### Problem
Please copy the records below word for word, leaving out the pictures.

### Source records
• • • •

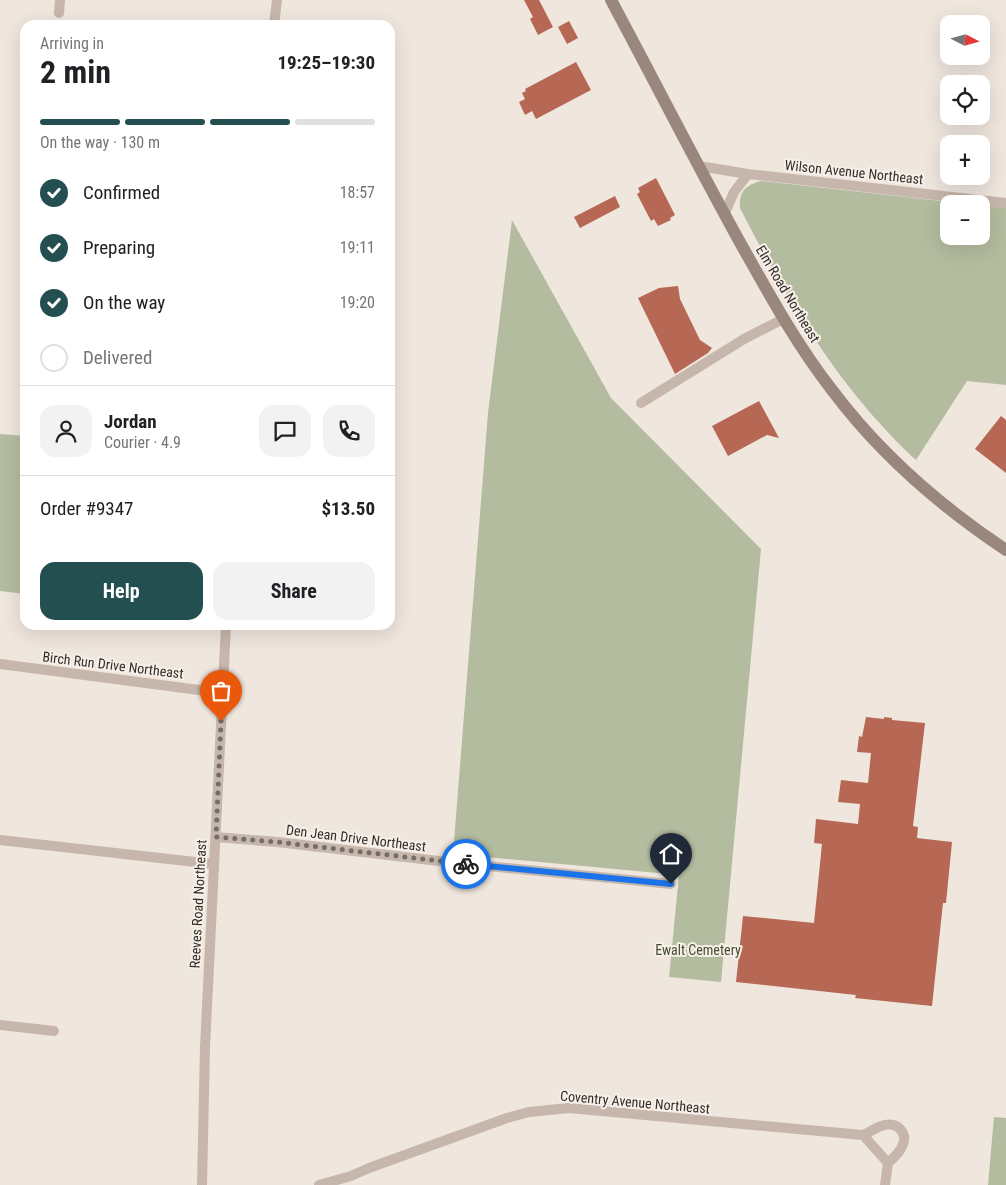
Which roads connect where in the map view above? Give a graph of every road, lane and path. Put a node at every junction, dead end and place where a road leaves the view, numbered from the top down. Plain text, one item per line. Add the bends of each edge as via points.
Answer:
1 (60, 0) edge
2 (276, 0) edge
3 (611, 0) edge
4 (59, 13) dead end
5 (274, 20) edge
6 (699, 166) junction
7 (748, 174) junction
8 (1006, 203) edge
9 (724, 215) junction
10 (783, 319) junction
11 (641, 402) dead end
12 (1006, 550) edge
13 (226, 630) edge
14 (0, 664) edge
15 (222, 693) junction
16 (216, 837) junction
17 (0, 840) edge
18 (213, 864) junction
19 (671, 884) dead end
20 (0, 1025) edge
21 (54, 1030) dead end
22 (863, 1135) junction
23 (888, 1163) junction
24 (352, 1181) edge
25 (202, 1185) edge
26 (319, 1185) edge
27 (885, 1185) edge

1 - 4 street
2 - 5 street
3 - 6 main road, Elm Road Northeast
6 - 7 street, Wilson Avenue Northeast
6 - 9 main road, Elm Road Northeast
7 - 8 street, Wilson Avenue Northeast
7 - 9 street via 734,192
9 - 10 main road, Elm Road Northeast
10 - 11 street
10 - 12 main road, Elm Road Northeast via 832,391 878,444 933,497
13 - 15 street, Reeves Road Northeast
14 - 15 street, Birch Run Drive Northeast
15 - 16 street, Reeves Road Northeast
16 - 18 street, Reeves Road Northeast
16 - 19 street, Den Jean Drive Northeast
17 - 18 street
18 - 25 street, Reeves Road Northeast
20 - 21 street
22 - 23 street
22 - 23 street via 891,1124 901,1130 903,1145
22 - 24 street, Coventry Avenue Northeast via 584,1109 552,1109 507,1118 369,1168
23 - 27 street
24 - 26 street, Coventry Avenue Northeast

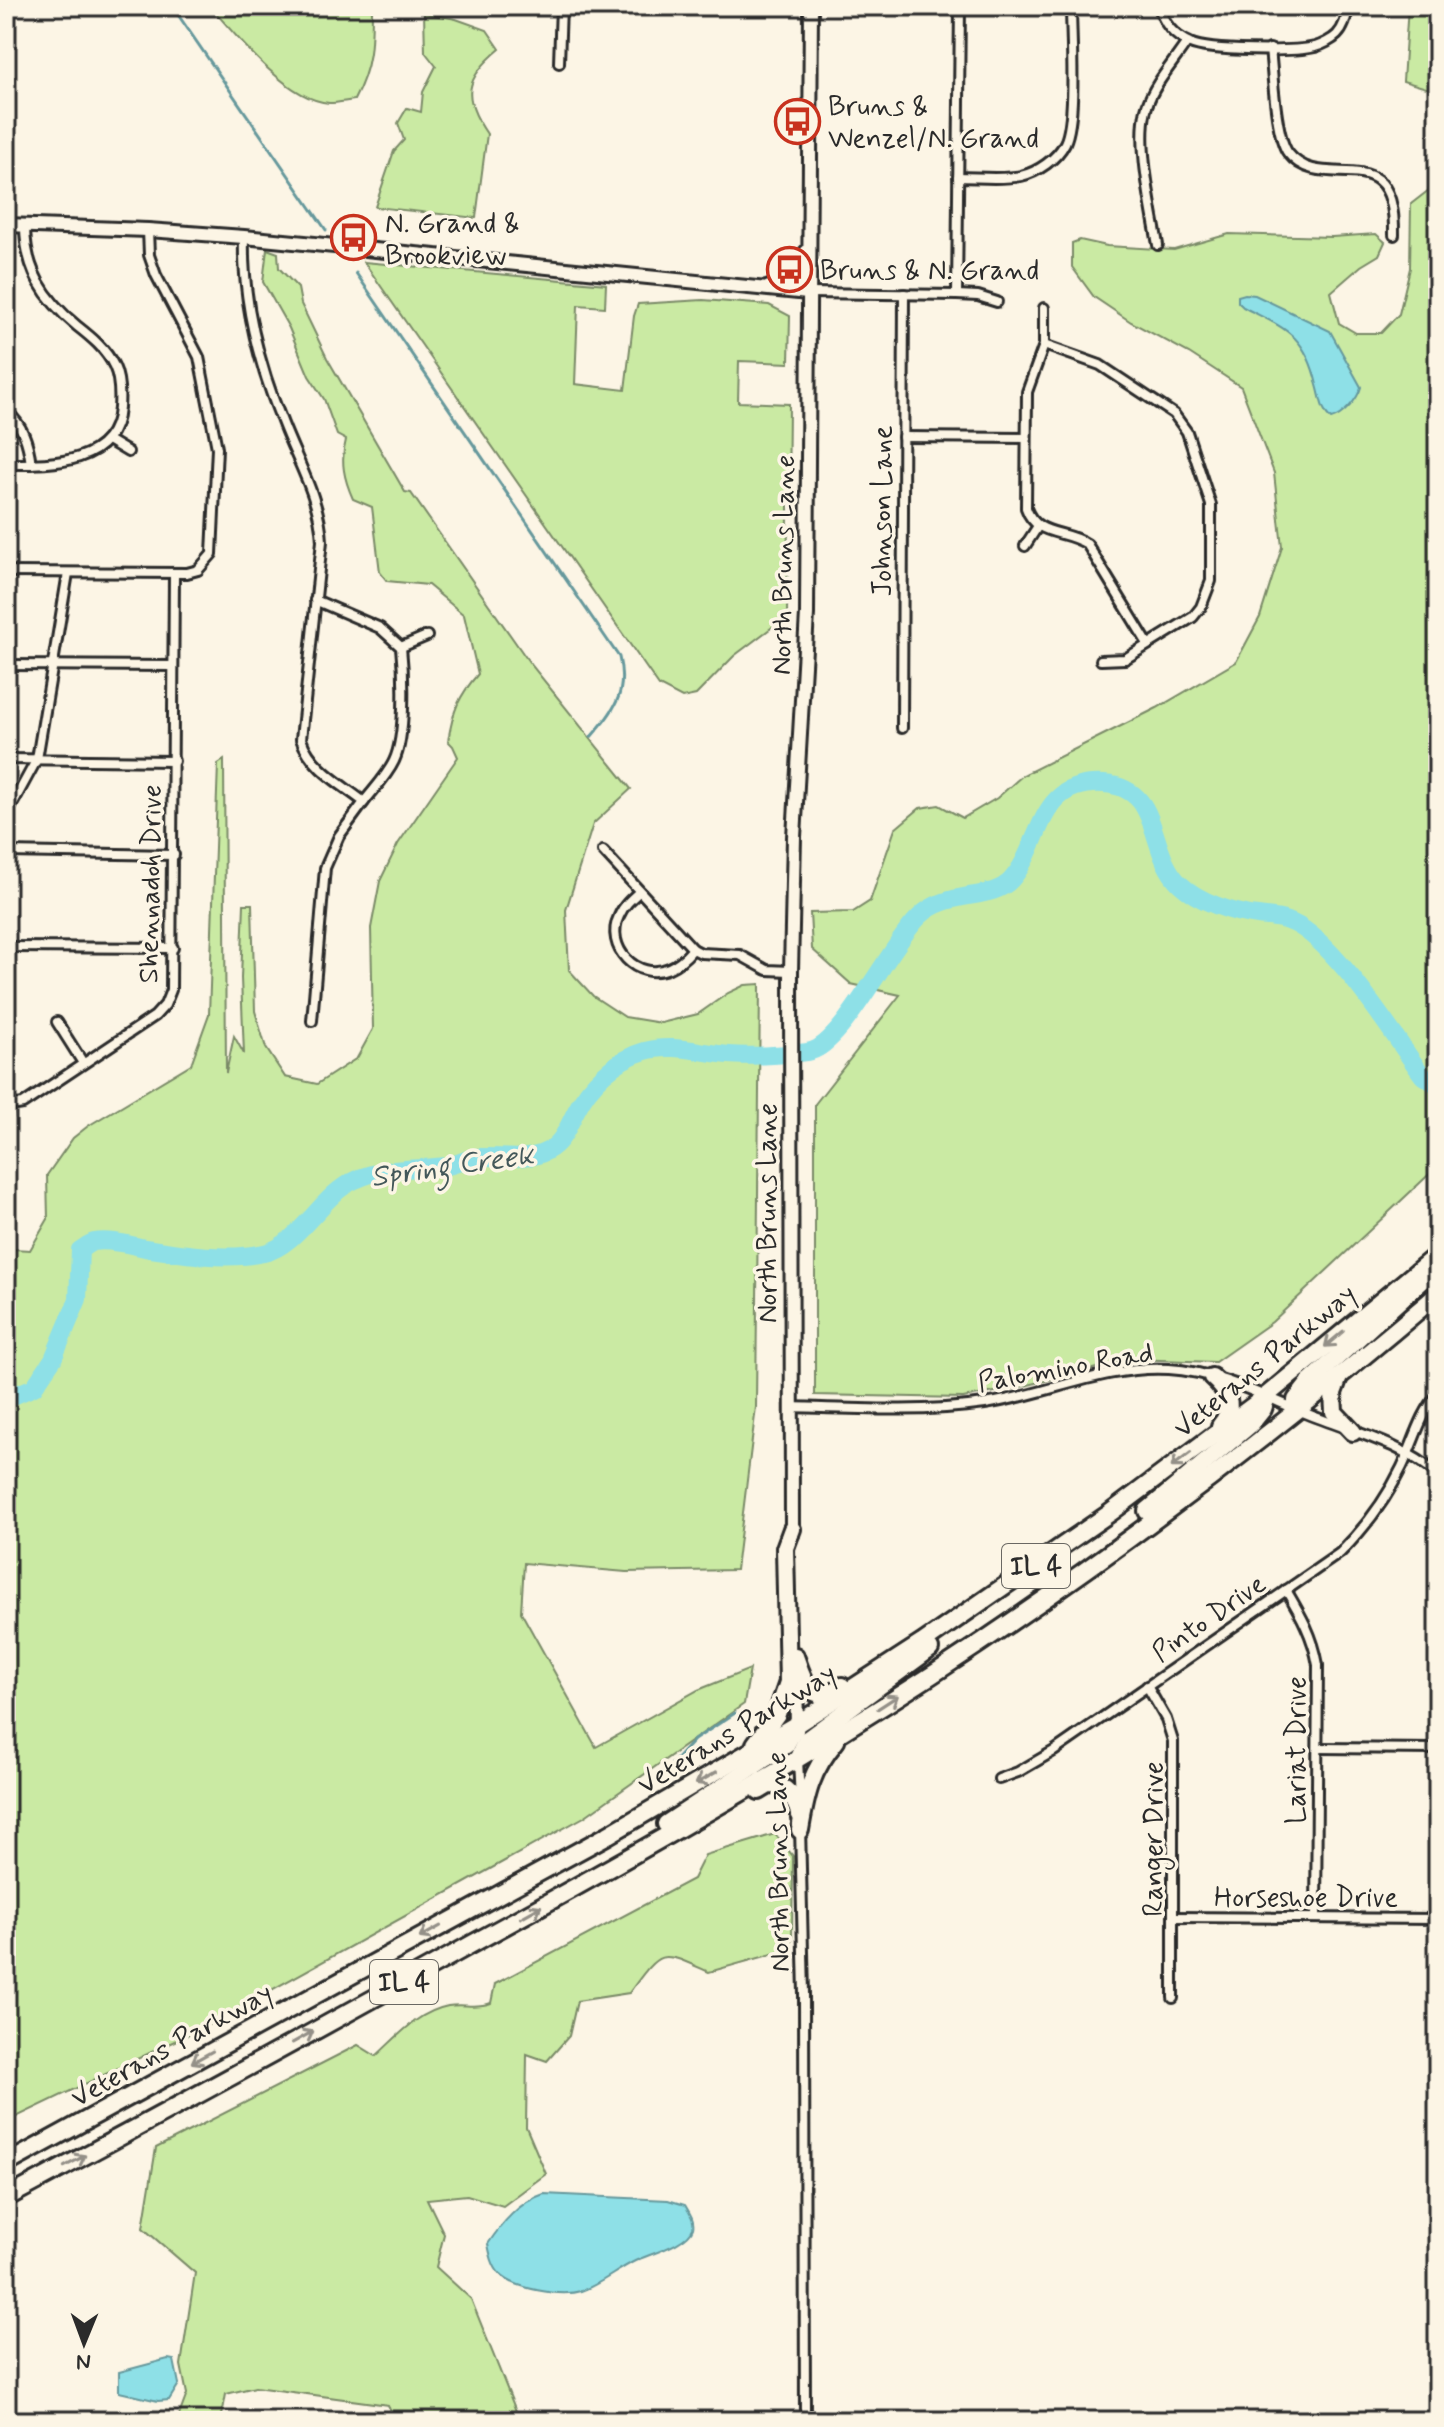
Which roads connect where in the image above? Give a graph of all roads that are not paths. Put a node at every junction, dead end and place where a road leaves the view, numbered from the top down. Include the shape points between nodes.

• • • •

### Response to this task
Which roads connect where in the map view above? Give a graph of every road, lane and path. Put a node at every junction, dead end and place where a road leaves the view, numbered from the top down. Plain text, one item per line. Add the bends of each edge as via points.
Answer:
1 (60, 0) edge
2 (276, 0) edge
3 (611, 0) edge
4 (59, 13) dead end
5 (274, 20) edge
6 (699, 166) junction
7 (748, 174) junction
8 (1006, 203) edge
9 (724, 215) junction
10 (783, 319) junction
11 (641, 402) dead end
12 (1006, 550) edge
13 (226, 630) edge
14 (0, 664) edge
15 (222, 693) junction
16 (216, 837) junction
17 (0, 840) edge
18 (213, 864) junction
19 (671, 884) dead end
20 (0, 1025) edge
21 (54, 1030) dead end
22 (863, 1135) junction
23 (888, 1163) junction
24 (352, 1181) edge
25 (202, 1185) edge
26 (319, 1185) edge
27 (885, 1185) edge

1 - 4 street
2 - 5 street
3 - 6 main road, Elm Road Northeast
6 - 7 street, Wilson Avenue Northeast
6 - 9 main road, Elm Road Northeast
7 - 8 street, Wilson Avenue Northeast
7 - 9 street via 734,192
9 - 10 main road, Elm Road Northeast
10 - 11 street
10 - 12 main road, Elm Road Northeast via 832,391 878,444 933,497
13 - 15 street, Reeves Road Northeast
14 - 15 street, Birch Run Drive Northeast
15 - 16 street, Reeves Road Northeast
16 - 18 street, Reeves Road Northeast
16 - 19 street, Den Jean Drive Northeast
17 - 18 street
18 - 25 street, Reeves Road Northeast
20 - 21 street
22 - 23 street
22 - 23 street via 891,1124 901,1130 903,1145
22 - 24 street, Coventry Avenue Northeast via 584,1109 552,1109 507,1118 369,1168
23 - 27 street
24 - 26 street, Coventry Avenue Northeast

Which roads connect where in the image above? Give a graph of all roads that are not paths. Put a node at every junction, dead end and place where a road leaves the view, numbered from the top down. Include the shape points between nodes.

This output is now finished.